Il apparait pour la première fois dans la Magna Carta obtenue par les barons anglais pour limiter l'arbitraire du roi.
Plus exactement dans son article 39 : « Aucun homme libre ne sera saisi, ni emprisonné ou dépossédé de ses biens, déclaré hors-la-loi, exilé ou exécuté, de quelque manière que ce soit. Nous ne le condamnerons pas non plus à l’emprisonnement sans un jugement légal de ses pairs, conforme aux lois du pays »
Ce principe a été repris depuis dans tous les textes instituant des doits individuels, y compris la déclaration universelle des droits de l'homme et la charte des Nation Unies.
Mais il faut bien constater que ces textes ne s'appliquent plus aux souverains de notre temps ; pas plus que la consultation des parlements avant de déclarer la guerre ou que la convention de Genève.
Arrêter les leaders auxquels on s'oppose pour les juger c'était bon à l'époque où on s'embarrassait de légalité et où on mettait les formes.

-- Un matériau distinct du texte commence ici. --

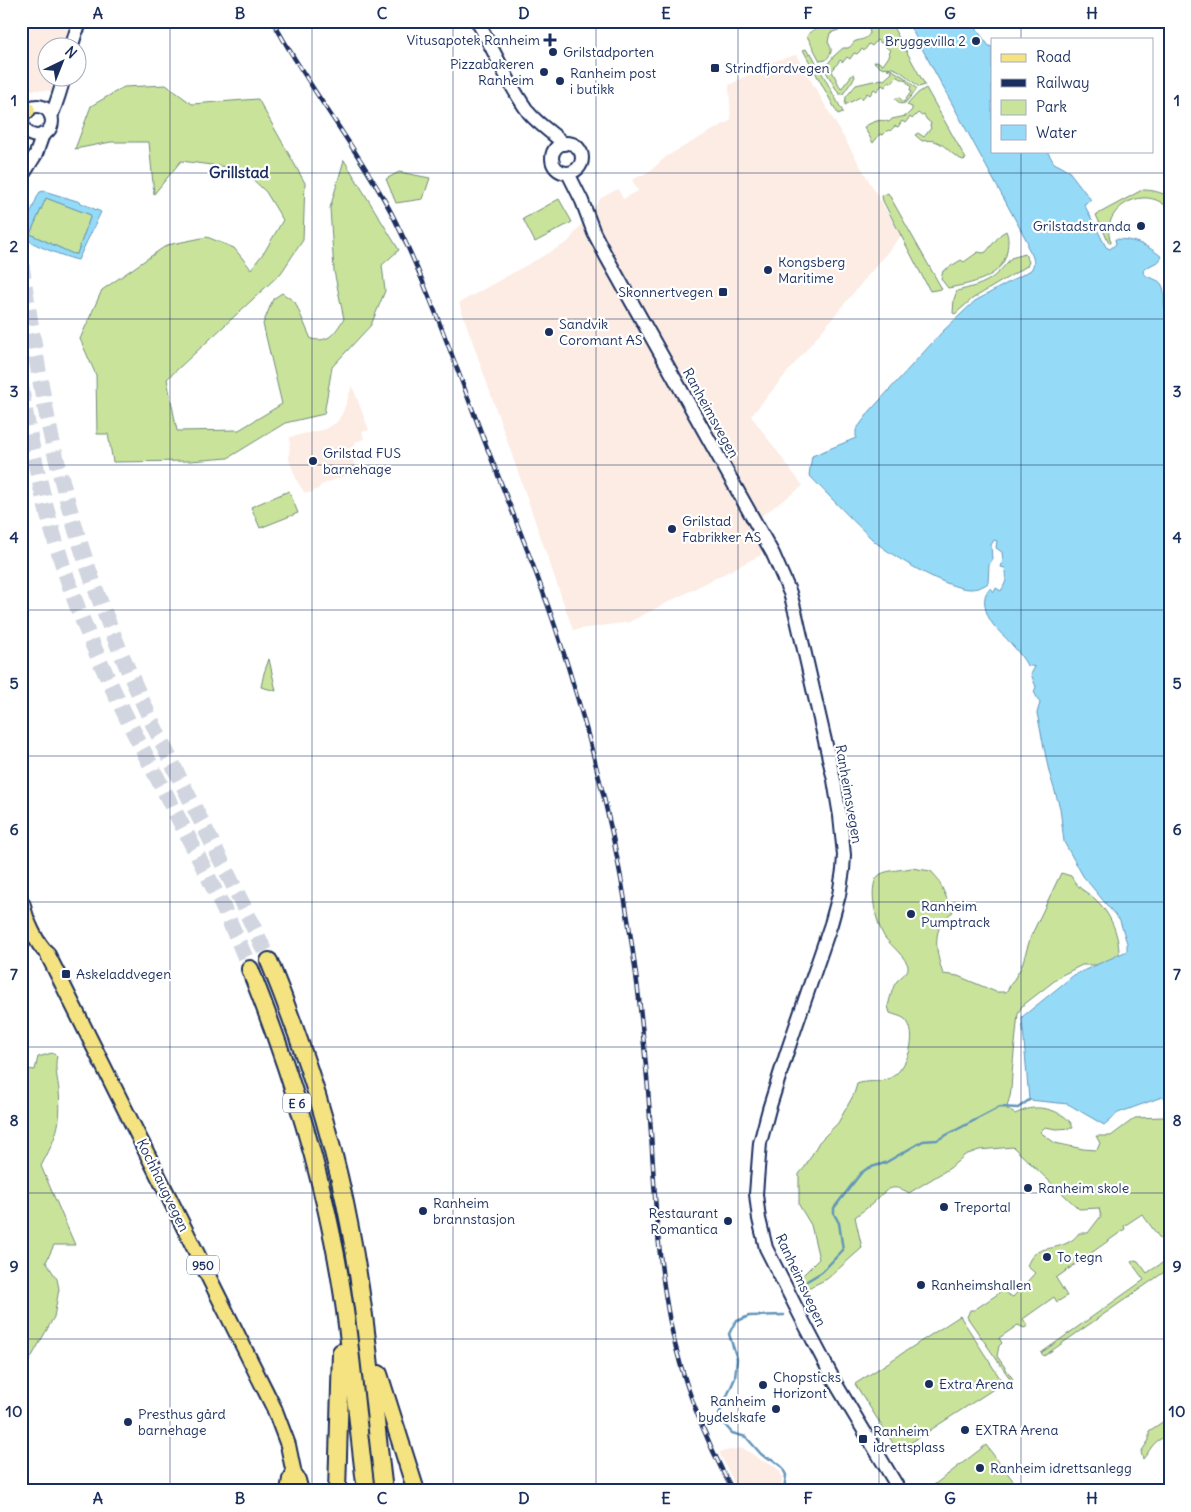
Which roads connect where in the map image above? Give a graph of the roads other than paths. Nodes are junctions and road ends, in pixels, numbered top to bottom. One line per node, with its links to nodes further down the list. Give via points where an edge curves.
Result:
1 (82, 21): 3 (street)
2 (477, 21): 10 (street, via 520,99 543,127 548,140)
3 (74, 38)
4 (60, 88): 5 (street)
5 (59, 91): 6 (street); 7 (street, via 60,98)
6 (29, 108): 7 (street, via 46,109); 8 (street, via 23,121)
7 (51, 116): 9 (street, via 50,128)
8 (29, 132): 9 (street, via 36,136); 11 (street)
9 (43, 134): 11 (street)
10 (559, 147): 12 (street, via 552,157 554,164 559,171); 12 (street, via 572,144 579,149 582,160)
11 (31, 159): 13 (street)
12 (574, 170): 26 (street, Ranheimsvegen, via 594,233 773,554 796,615 834,780 844,855 831,924 760,1143 756,1194 758,1219 766,1248 802,1321)
13 (21, 178)
14 (22, 904): 19 (main road, Kochhaugvegen / 950, via 47,947 47,953 274,1408 288,1445)
15 (269, 961): 18 (highway, E 6, via 307,1063 338,1171)
16 (250, 969): 17 (highway, E 6, via 287,1070 314,1159 333,1240)
17 (347, 1325): 22 (highway, E 6, via 341,1346); 23 (highway, E 6)
18 (369, 1357): 24 (highway, E 6); 25 (highway, E 6, via 378,1371)
19 (294, 1474): 20 (main road); 21 (main road, Kochhaugvegen / 950)
20 (288, 1491)
21 (301, 1491)
22 (337, 1491)
23 (366, 1491)
24 (384, 1491)
25 (416, 1491)
26 (900, 1491)

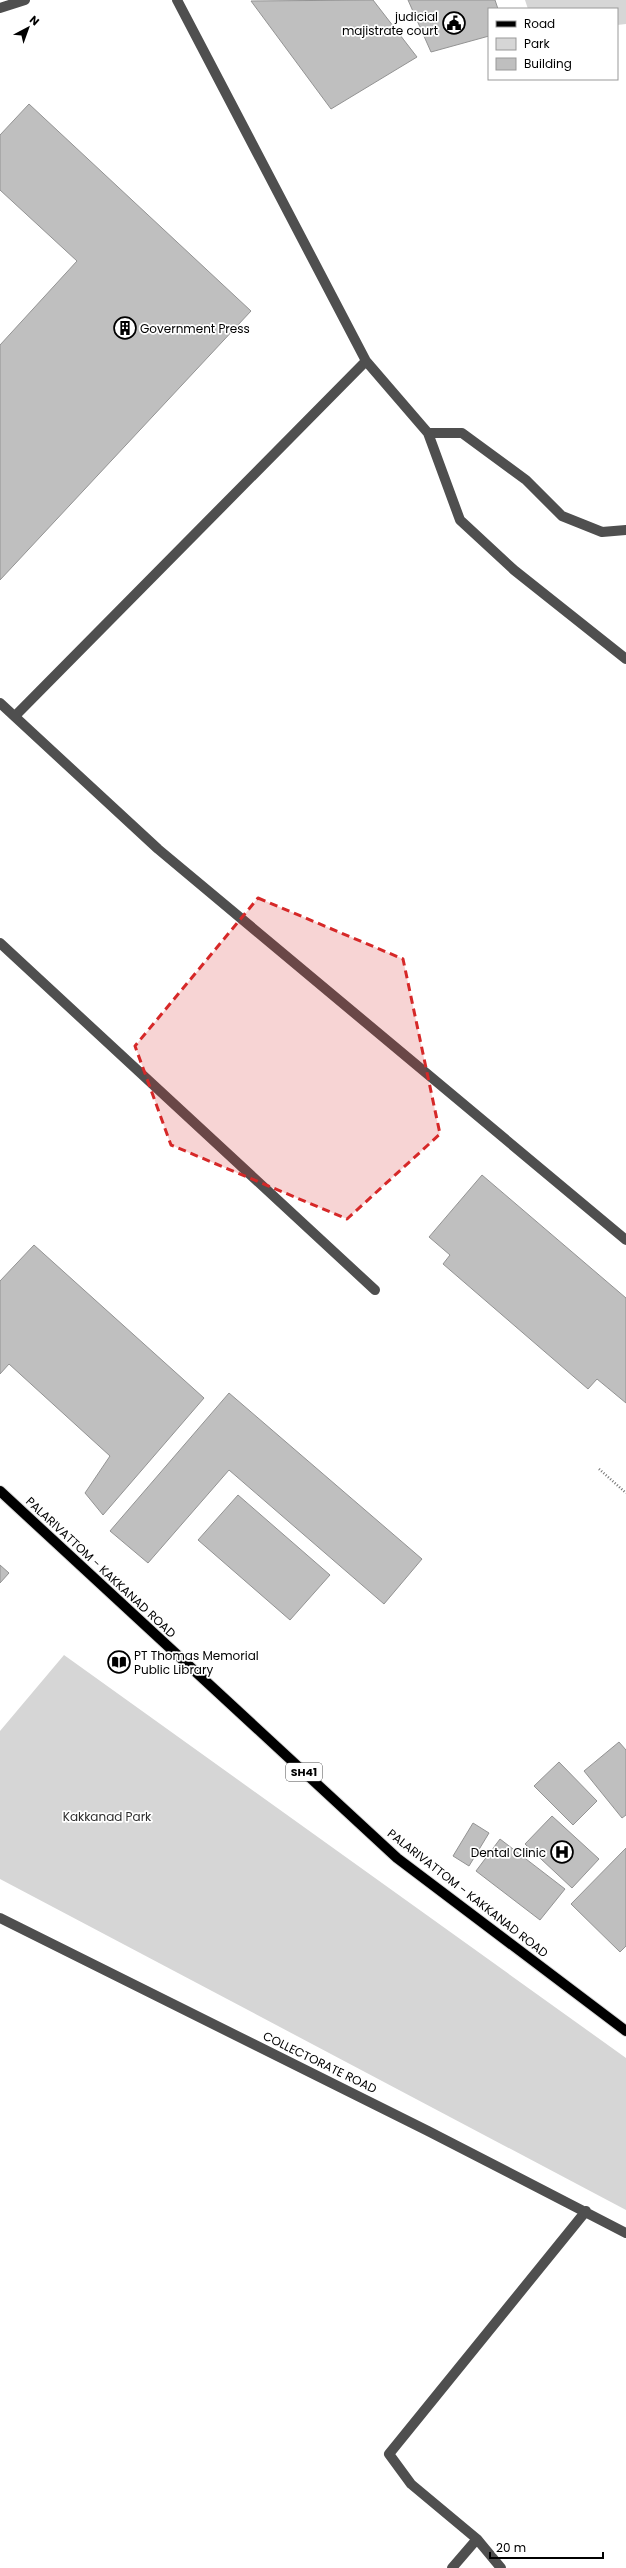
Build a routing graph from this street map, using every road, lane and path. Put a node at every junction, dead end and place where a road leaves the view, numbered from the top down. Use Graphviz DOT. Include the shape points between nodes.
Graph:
graph roads {
  1 [pos="25,0"];
  2 [pos="177,0"];
  3 [pos="0,8"];
  4 [pos="366,362"];
  5 [pos="428,433"];
  6 [pos="626,530"];
  7 [pos="626,659"];
  8 [pos="0,703"];
  9 [pos="15,716"];
  10 [pos="0,942"];
  11 [pos="626,1240"];
  12 [pos="375,1290"];
  13 [pos="599,1469"];
  14 [pos="0,1491"];
  15 [pos="626,1493"];
  16 [pos="0,1918"];
  17 [pos="626,2031"];
  18 [pos="586,2210"];
  19 [pos="626,2233"];
  20 [pos="477,2539"];
  21 [pos="452,2568"];
  22 [pos="501,2568"];
  1 -- 3 [label="street"];
  2 -- 4 [label="street"];
  4 -- 5 [label="street"];
  4 -- 9 [label="street"];
  5 -- 6 [label="street" via="462,433 526,480 562,516 602,532"];
  5 -- 7 [label="street" via="460,520 514,570"];
  8 -- 9 [label="street"];
  9 -- 11 [label="street" via="158,848"];
  10 -- 12 [label="street"];
  13 -- 15 [label="path"];
  14 -- 17 [label="main road, PALARIVATTOM - KAKKANAD ROAD / SH41" via="397,1858"];
  16 -- 18 [label="street, COLLECTORATE ROAD"];
  18 -- 19 [label="street, COLLECTORATE ROAD"];
  18 -- 20 [label="street" via="389,2454 411,2484"];
  20 -- 21 [label="street"];
  20 -- 22 [label="street"];
}
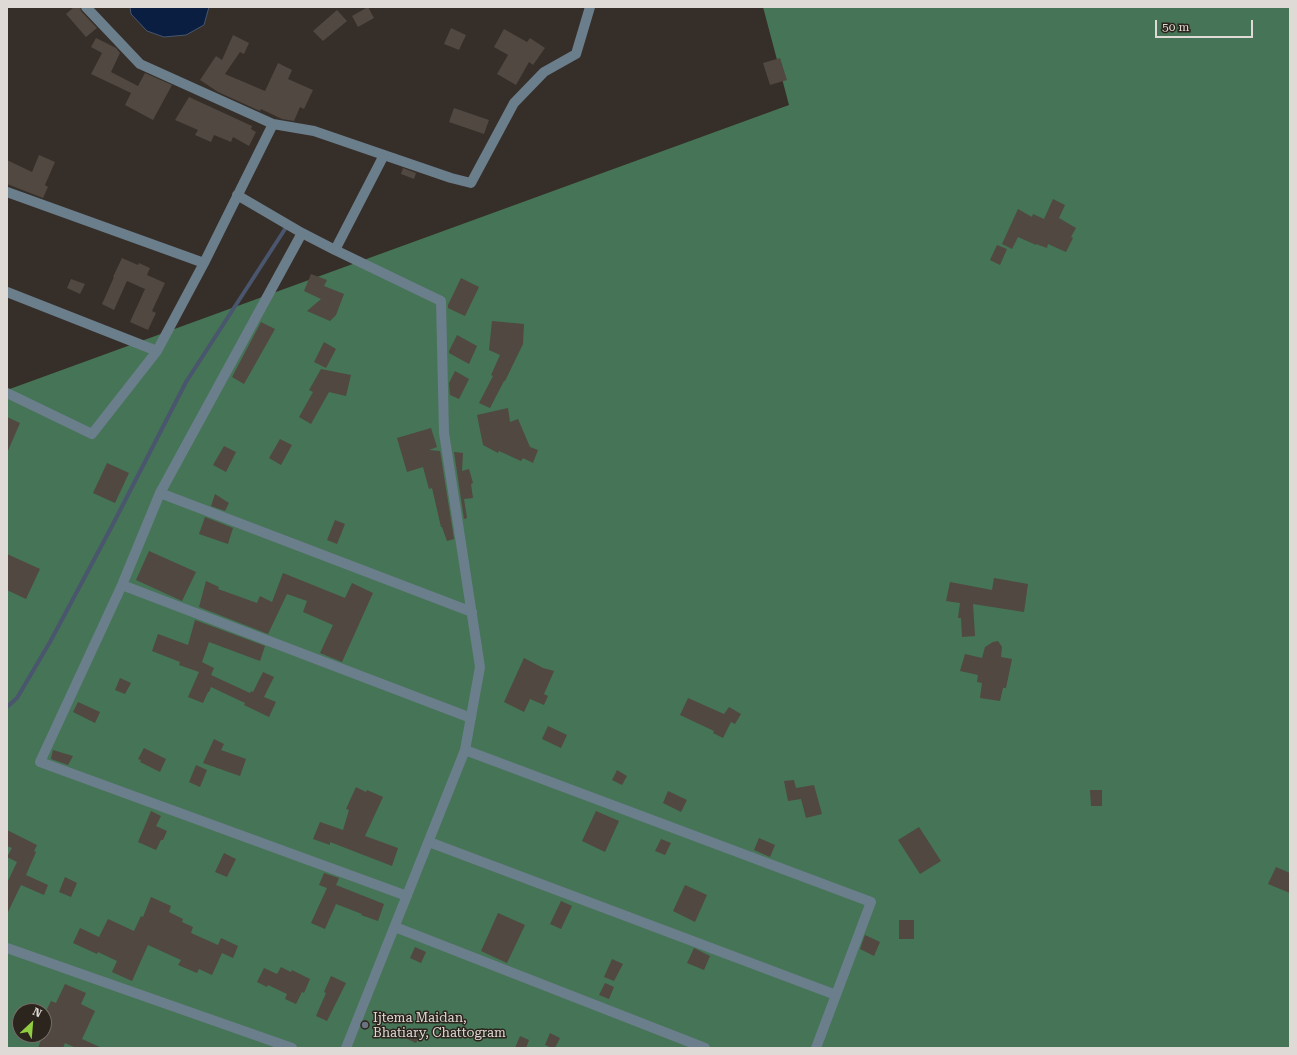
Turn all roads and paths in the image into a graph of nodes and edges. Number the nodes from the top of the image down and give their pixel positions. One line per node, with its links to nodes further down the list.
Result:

Aujourd'hui, il suffit aux leaders occidentaux de décréter que tel trouble fête est un fieffé salaud pour qu'il ait soudain moins de droits que Göring ou Milosevic et pour qu'on s'autorise à lui faire la peau à distance.
Vous me direz que quand on déporte et enferme des mineurs afghans à Guantanamo pour les torturer pendant des années sans autre accusation que d'avoir porté une montre Casio F91W, il y peu de raisons pour qu'on s'embarrasse des droits humains de l'ennemi global n° 1.
http://www.slate.fr/lien/37347/casio-montre-terroristes.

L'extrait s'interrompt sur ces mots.